Published June 24, 2007 12:50 am -
Fruit, vegetable lovers brave downpour, go Grill Crazy
Susan Bosch
Phoenix Correspondent
Lightning crackled and sparked. Thunder rumbled. But those veggie lovers showed up anyway.
Completely ignoring a sometimes-driving, often-pouring rain, Doug Walton and his all-volunteer crew fired up a massive charcoal grill Saturday morning for this year’s Grill Crazy, part of the Muskogee Farmers Market.
“It’s really just a chance to show people how easy it is to grill vegetables and fruit, too,” he said.
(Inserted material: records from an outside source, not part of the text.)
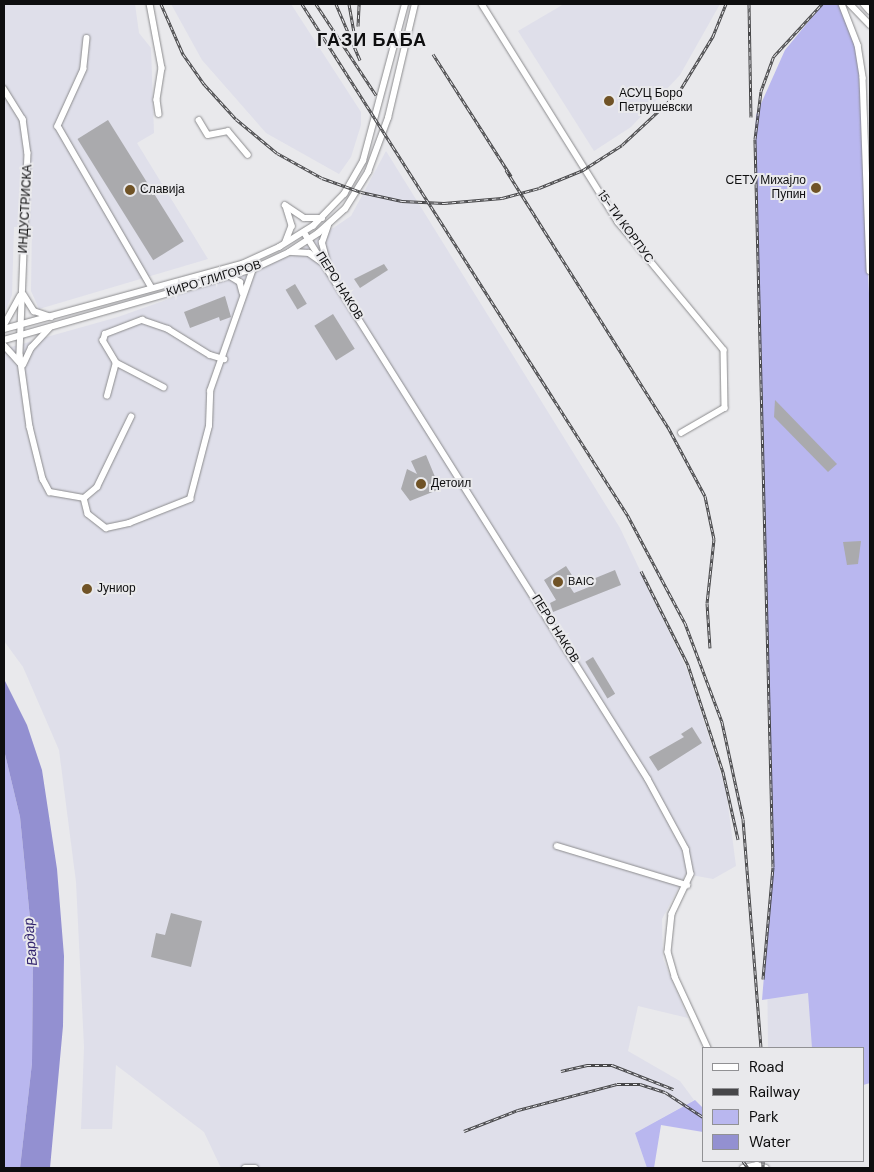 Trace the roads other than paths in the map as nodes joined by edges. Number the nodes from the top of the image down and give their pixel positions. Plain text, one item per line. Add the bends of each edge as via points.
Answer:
1 (150, 4) edge
2 (405, 4) edge
3 (415, 4) edge
4 (482, 4) edge
5 (842, 4) edge
6 (850, 4) edge
7 (864, 4) edge
8 (870, 11) edge
9 (870, 25) edge
10 (87, 38) dead end
11 (4, 89) edge
12 (159, 114) dead end
13 (199, 120) dead end
14 (248, 155) dead end
15 (322, 218) junction
16 (330, 222) junction
17 (304, 232) junction
18 (309, 240) junction
19 (285, 244) junction
20 (289, 252) junction
21 (253, 269) junction
22 (329, 269) junction
23 (870, 271) edge
24 (230, 276) junction
25 (152, 288) junction
26 (23, 290) junction
27 (244, 294) junction
28 (51, 317) junction
29 (22, 324) junction
30 (59, 324) junction
31 (4, 325) edge
32 (4, 330) edge
33 (21, 335) junction
34 (4, 340) edge
35 (4, 345) edge
36 (224, 359) junction
37 (116, 363) junction
38 (22, 367) junction
39 (164, 388) dead end
40 (107, 396) dead end
41 (131, 417) dead end
42 (682, 433) dead end
43 (84, 498) junction
44 (557, 846) dead end
45 (687, 885) junction
46 (708, 1047) edge
47 (756, 1165) edge
48 (245, 1168) edge
49 (255, 1168) edge
50 (743, 1168) edge
51 (766, 1168) edge

1 - 12 street via 162,68 156,100
2 - 15 street, КИРО ГЛИГОРОВ via 363,161 344,194
3 - 16 street, КИРО ГЛИГОРОВ via 377,149 360,188
4 - 42 street, 15-ТИ КОРПУС via 618,222 724,350 725,408
5 - 23 street via 858,45 866,139
6 - 9 street
7 - 8 street
10 - 25 street via 84,69 58,126
11 - 26 street, ИНДУСТРИСКА via 23,119 28,153
13 - 14 street via 208,135 228,131
15 - 17 street, КИРО ГЛИГОРОВ
15 - 19 street via 304,218 285,205 292,226
16 - 18 street, КИРО ГЛИГОРОВ
16 - 22 street via 322,243
17 - 18 street, ПЕРО НАКОВ
17 - 19 street, КИРО ГЛИГОРОВ
18 - 20 street, КИРО ГЛИГОРОВ
18 - 22 street, ПЕРО НАКОВ
19 - 25 street, КИРО ГЛИГОРОВ via 242,264
20 - 21 street, КИРО ГЛИГОРОВ
20 - 22 street via 312,254
21 - 24 street, КИРО ГЛИГОРОВ
21 - 27 street
22 - 45 street, ПЕРО НАКОВ via 657,794 690,858
24 - 27 street via 240,282
24 - 30 street, КИРО ГЛИГОРОВ
25 - 28 street, КИРО ГЛИГОРОВ
26 - 28 street via 34,311
26 - 29 street, ИНДУСТРИСКА
26 - 31 street
27 - 36 street
28 - 29 street, КИРО ГЛИГОРОВ
29 - 32 street, КИРО ГЛИГОРОВ
29 - 33 street, ИНДУСТРИСКА
30 - 33 street, КИРО ГЛИГОРОВ
30 - 38 street via 41,335
33 - 34 street, КИРО ГЛИГОРОВ
33 - 38 street, ИНДУСТРИСКА
35 - 38 street via 15,353
36 - 37 street via 210,355 168,329 142,320 103,337
36 - 43 street via 210,391 208,426 190,499 123,526 106,528 88,514
37 - 39 street
37 - 40 street
38 - 43 street, ИНДУСТРИСКА via 30,427 46,486 50,492
41 - 43 street via 97,487
44 - 45 street
45 - 46 street, ПЕРО НАКОВ via 672,914 668,952 675,977
47 - 50 street
47 - 51 street
48 - 49 street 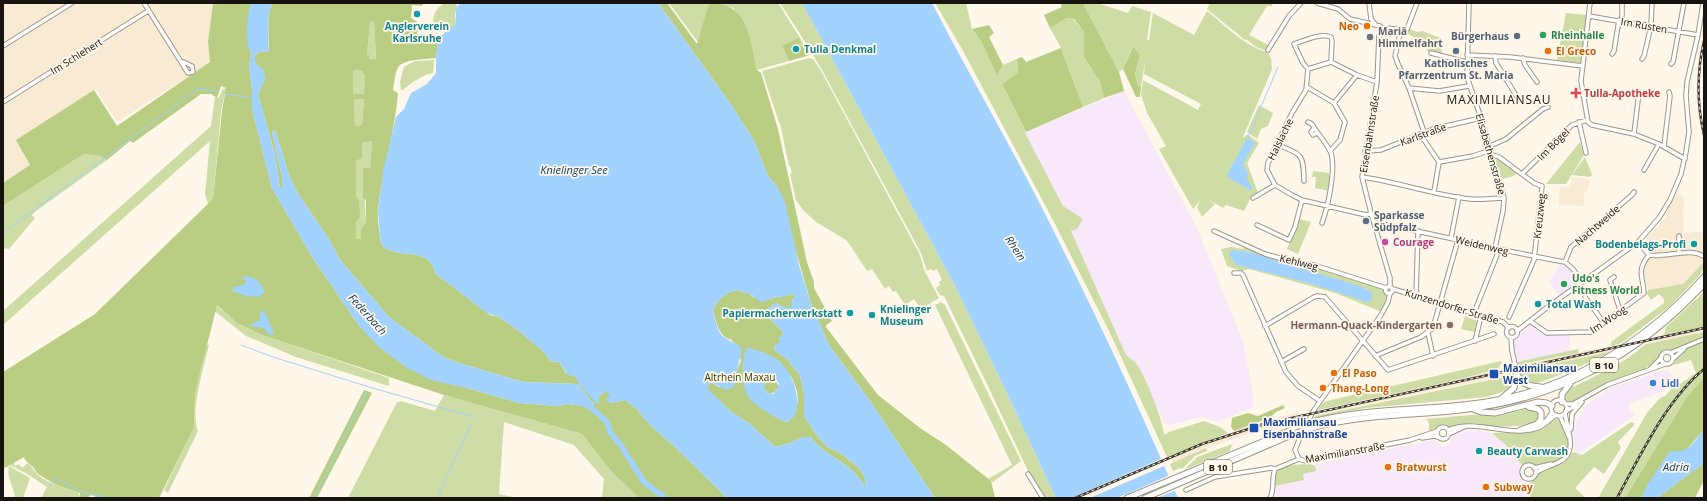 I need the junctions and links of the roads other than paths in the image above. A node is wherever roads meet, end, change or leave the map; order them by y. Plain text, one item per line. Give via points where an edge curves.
1 (72, 3) edge
2 (144, 3) edge
3 (1301, 3) edge
4 (1317, 3) edge
5 (1369, 3) edge
6 (1417, 3) edge
7 (1469, 3) edge
8 (1590, 3) edge
9 (1622, 3) edge
10 (1652, 3) edge
11 (1684, 3) edge
12 (1703, 3) edge
13 (148, 11) junction
14 (1589, 16) junction
15 (1621, 21) junction
16 (1376, 25) junction
17 (1651, 26) junction
18 (1383, 29) junction
19 (1401, 30) junction
20 (1678, 31) junction
21 (1698, 35) junction
22 (3, 46) edge
23 (1268, 50) dead end
24 (1431, 53) dead end
25 (1612, 54) dead end
26 (1467, 55) junction
27 (1495, 56) junction
28 (1523, 58) junction
29 (1642, 59) dead end
30 (180, 61) dead end
31 (1331, 62) junction
32 (1466, 62) junction
33 (1671, 64) dead end
34 (1582, 66) junction
35 (1308, 69) junction
36 (1357, 75) junction
37 (1377, 82) junction
38 (1537, 82) dead end
39 (1470, 86) junction
40 (1307, 87) junction
41 (1409, 88) junction
42 (1639, 92) dead end
43 (1669, 92) dead end
44 (1518, 100) dead end
45 (3, 102) edge
46 (1334, 103) junction
47 (1548, 107) dead end
48 (1481, 118) junction
49 (1587, 120) junction
50 (1308, 122) dead end
51 (1579, 122) junction
52 (1424, 132) junction
53 (1420, 134) junction
54 (1634, 134) junction
55 (1659, 144) junction
56 (1278, 145) junction
57 (1490, 146) junction
58 (1664, 146) junction
59 (1491, 150) junction
60 (1330, 151) junction
61 (1366, 151) junction
62 (1586, 153) dead end
63 (1493, 155) junction
64 (1685, 159) junction
65 (1439, 162) junction
66 (1644, 170) dead end
67 (1522, 174) junction
68 (1362, 177) junction
69 (1304, 181) dead end
70 (1275, 185) junction
71 (1434, 192) junction
72 (1634, 192) dead end
73 (1459, 196) junction
74 (1254, 198) dead end
75 (1504, 198) junction
76 (1302, 200) junction
77 (1328, 206) junction
78 (1371, 213) junction
79 (1322, 223) dead end
80 (1374, 224) junction
81 (1257, 225) dead end
82 (1214, 231) dead end
83 (1418, 231) junction
84 (1679, 236) dead end
85 (1451, 238) junction
86 (1458, 240) junction
87 (1638, 242) junction
88 (1497, 249) junction
89 (1679, 253) junction
90 (1649, 255) junction
91 (1535, 256) junction
92 (1703, 256) edge
93 (1565, 262) junction
94 (1234, 273) dead end
95 (1614, 277) dead end
96 (1704, 277) edge
97 (1582, 282) junction
98 (1704, 284) edge
99 (1386, 288) junction
100 (1392, 288) junction
101 (1390, 293) junction
102 (1416, 295) junction
103 (1585, 297) dead end
104 (1440, 302) junction
105 (1620, 310) junction
106 (1474, 313) junction
107 (1481, 316) junction
108 (1509, 317) dead end
109 (1530, 321) junction
110 (1604, 323) junction
111 (1265, 326) junction
112 (1509, 328) junction
113 (1517, 331) junction
114 (1428, 333) junction
115 (1494, 334) dead end
116 (1511, 338) junction
117 (1704, 339) edge
118 (1363, 341) junction
119 (1475, 341) junction
120 (1686, 347) junction
121 (1304, 349) dead end
122 (1670, 353) junction
123 (1376, 356) junction
124 (1433, 356) junction
125 (1661, 358) junction
126 (1674, 358) junction
127 (1281, 362) junction
128 (1664, 364) junction
129 (1651, 368) junction
130 (1517, 373) junction
131 (1571, 382) junction
132 (1543, 387) junction
133 (1585, 397) junction
134 (1500, 399) junction
135 (1320, 401) junction
136 (1582, 402) junction
137 (1564, 403) junction
138 (1524, 406) junction
139 (1472, 409) junction
140 (1552, 409) junction
141 (1565, 412) junction
142 (1558, 416) junction
143 (1528, 429) junction
144 (1520, 430) junction
145 (1437, 431) junction
146 (1449, 432) junction
147 (1570, 434) junction
148 (1438, 437) junction
149 (1417, 438) junction
150 (1571, 439) junction
151 (1298, 459) junction
152 (1552, 464) junction
153 (1534, 468) junction
154 (1275, 469) junction
155 (1536, 473) junction
156 (1028, 474) dead end
157 (1186, 490) dead end
158 (1043, 498) edge
159 (1127, 498) edge
160 (1145, 498) edge
161 (1270, 498) edge

1 - 22 street
2 - 13 street
3 - 23 street via 1289,16
4 - 16 street via 1338,9 1350,19
5 - 16 street
6 - 19 street via 1409,27
7 - 26 street, Elisabethenstraße
8 - 14 street
9 - 15 street
10 - 17 street
11 - 20 street
12 - 21 street
13 - 30 street
13 - 45 street, Im Schlehert
14 - 15 street, Im Rüsten
14 - 34 street
15 - 17 street, Im Rüsten
15 - 25 street
16 - 18 street
17 - 20 street, Im Rüsten
17 - 29 street
18 - 19 street
18 - 37 street, Eisenbahnstraße via 1379,36
19 - 41 street via 1396,60
20 - 21 street, Im Rüsten
20 - 33 street
21 - 64 street via 1687,82 1688,132
24 - 32 street
26 - 27 street
26 - 32 street, Elisabethenstraße
27 - 28 street
27 - 44 street via 1496,64
28 - 34 street
28 - 38 street
31 - 35 street
31 - 35 street via 1331,37 1316,36 1294,44 1302,63
31 - 36 street
32 - 39 street, Elisabethenstraße
34 - 49 street via 1581,85
35 - 40 street, Halslache
36 - 37 street
36 - 46 street
37 - 61 street, Eisenbahnstraße
39 - 41 street via 1439,91
39 - 48 street, Elisabethenstraße
40 - 46 street
40 - 56 street, Halslache
41 - 52 street
42 - 54 street
43 - 58 street
46 - 60 street via 1345,122 1340,140
47 - 57 street via 1504,140
48 - 52 street, Karlstraße
48 - 57 street, Elisabethenstraße
49 - 51 street, Im Bögel
49 - 54 street via 1592,125
50 - 60 street
51 - 62 street
51 - 67 street, Im Bögel via 1572,125
52 - 53 street, Karlstraße
53 - 61 street, Karlstraße via 1381,150
53 - 65 street
54 - 55 street
55 - 58 street
55 - 66 street
56 - 69 street via 1303,160
56 - 70 street, Halslache via 1267,168
57 - 59 street, Elisabethenstraße
58 - 64 street
59 - 63 street, Elisabethenstraße
59 - 65 street
60 - 77 street via 1332,167
61 - 68 street, Eisenbahnstraße
63 - 67 street, Kreuzweg
63 - 75 street, Elisabethenstraße
64 - 87 street via 1670,200 1659,218
65 - 71 street
67 - 91 street, Kreuzweg via 1542,186
68 - 71 street
68 - 78 street, Eisenbahnstraße
70 - 74 street
70 - 76 street
71 - 73 street
72 - 93 street, Nachtweide via 1571,247
73 - 75 street via 1471,199
73 - 85 street
75 - 88 street, Elisabethenstraße
76 - 77 street
76 - 81 street via 1289,240
77 - 78 street via 1366,215
77 - 79 street
78 - 80 street, Eisenbahnstraße
80 - 83 street, Weidenweg
80 - 100 street, Eisenbahnstraße
82 - 99 street, Kehlweg via 1265,254 1314,265
83 - 85 street, Weidenweg
83 - 102 street
84 - 89 street
85 - 86 street, Weidenweg
86 - 88 street, Weidenweg
86 - 104 street
87 - 90 street
87 - 97 street
88 - 91 street, Weidenweg
88 - 106 street, Elisabethenstraße
89 - 90 street
89 - 92 street via 1698,253
90 - 105 street, Im Woog via 1641,269 1644,294
91 - 93 street, Weidenweg
91 - 108 street
93 - 97 street
94 - 111 street via 1243,275
95 - 105 street via 1610,280
96 - 132 highway, B 10 via 1666,316 1627,346 1592,366
97 - 109 street
98 - 131 highway, B 10 via 1669,320 1636,346
99 - 100 street
99 - 101 street via 1386,292
100 - 101 street via 1393,291
100 - 102 street, Kunzendorfer Straße
101 - 118 street via 1381,315
102 - 104 street, Kunzendorfer Straße
103 - 110 street
104 - 106 street, Kunzendorfer Straße
104 - 114 street via 1434,326
105 - 110 street, Im Woog
106 - 107 street, Kunzendorfer Straße
107 - 112 street, Kunzendorfer Straße via 1503,322
107 - 119 street
109 - 110 street, Im Woog via 1544,332 1550,333 1586,333
109 - 113 street
111 - 118 street via 1314,297 1322,296 1331,302
111 - 127 street
112 - 113 street via 1514,327
112 - 116 street via 1506,331
113 - 116 street
114 - 123 street
114 - 124 street
115 - 119 street
116 - 130 street
117 - 120 street
118 - 123 street
118 - 135 street
119 - 124 street
120 - 122 street
120 - 126 street
121 - 127 street
122 - 125 street via 1664,353
122 - 126 street
123 - 124 street via 1388,370
125 - 128 street
125 - 129 street
126 - 128 street via 1671,364
127 - 135 street via 1298,386
128 - 129 street
129 - 133 street via 1607,385
130 - 132 highway via 1525,384
130 - 134 highway via 1514,388
131 - 137 highway via 1562,394
131 - 139 highway, B 10 via 1528,397
132 - 134 highway, B 10
133 - 136 street
133 - 137 street via 1573,404
134 - 159 highway, B 10, bridge via 1453,406 1367,412 1312,422
135 - 151 street via 1298,441
136 - 141 street
136 - 147 street via 1572,414
137 - 140 street via 1557,401
137 - 141 street
138 - 139 highway via 1494,413
138 - 140 highway via 1543,402
138 - 144 highway via 1535,407 1542,416 1536,424
139 - 160 highway, B 10, bridge via 1363,417 1308,429
140 - 142 street
140 - 143 street via 1550,416 1543,422
141 - 142 street
141 - 147 street
142 - 143 street via 1540,427
142 - 150 street
143 - 144 street
144 - 146 street via 1467,426
145 - 146 street via 1443,427
145 - 148 street
145 - 149 street, Maximilianstraße
146 - 148 street via 1448,438 1444,440
147 - 150 street
148 - 149 street, Maximilianstraße
149 - 151 street, Maximilianstraße via 1313,459
150 - 152 street via 1567,456
151 - 154 street, Maximilianstraße
152 - 153 street
152 - 155 street
153 - 155 street
153 - 155 street via 1526,466 1522,474 1529,479
154 - 157 street, Maximilianstraße via 1215,477
154 - 161 street
156 - 158 street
The guys worked assembly-line fashion, some washing vegetables, then cutting, marinating and eventually handing them off to Walton and the other grill masters, who seared and smoked to perfection a variety of vegetables. Squash, onions, corn, green beans and even one fruit — tomatoes — were on the menu.
A festive spirit enveloped the entire market, which takes place at 8 a.m. every Wednesday and Saturday in the north parking lot of the Muskogee Civic Assembly Center.
Shaking off umbrellas and fluffing hair, person after person walked up to the serving table, helping themselves to the delectable fare, a veritable rainbow of veggies, from green tomatoes to green beans, yellow squash to corn.
Deloris Church, a Fort Gibson resident, loved all the veggies, she said.
“I don’t really have a preference,” she said. “They’re all good.”
An occasional griller, she buys fruits and vegetables at the market rather than trying to grow them, she said.
All items grilled Saturday were donated by market vendors, Walton said, adding that doing so drives their business, making such donations a good investment.
Kendall Coppin, a Webbers Falls grower, said he told Walton and crew to take all the corn they wanted.
“Everyone in the market works together,” he said. “You make a lot of friends here at the market.”
Besides corn, Coppin and his wife, Marla, along with other family members, also grow watermelon and cantaloupe, he said. Friday night, in preparation for the market, he and his family were up past midnight picking corn.
Marla Coppin said there is money to be made in the business, but every penny is hard-earned, as the work begins in March and doesn’t stop until October.
She, too, likes to grill vegetables, recently doing so with corn, onions and new potatoes, she said.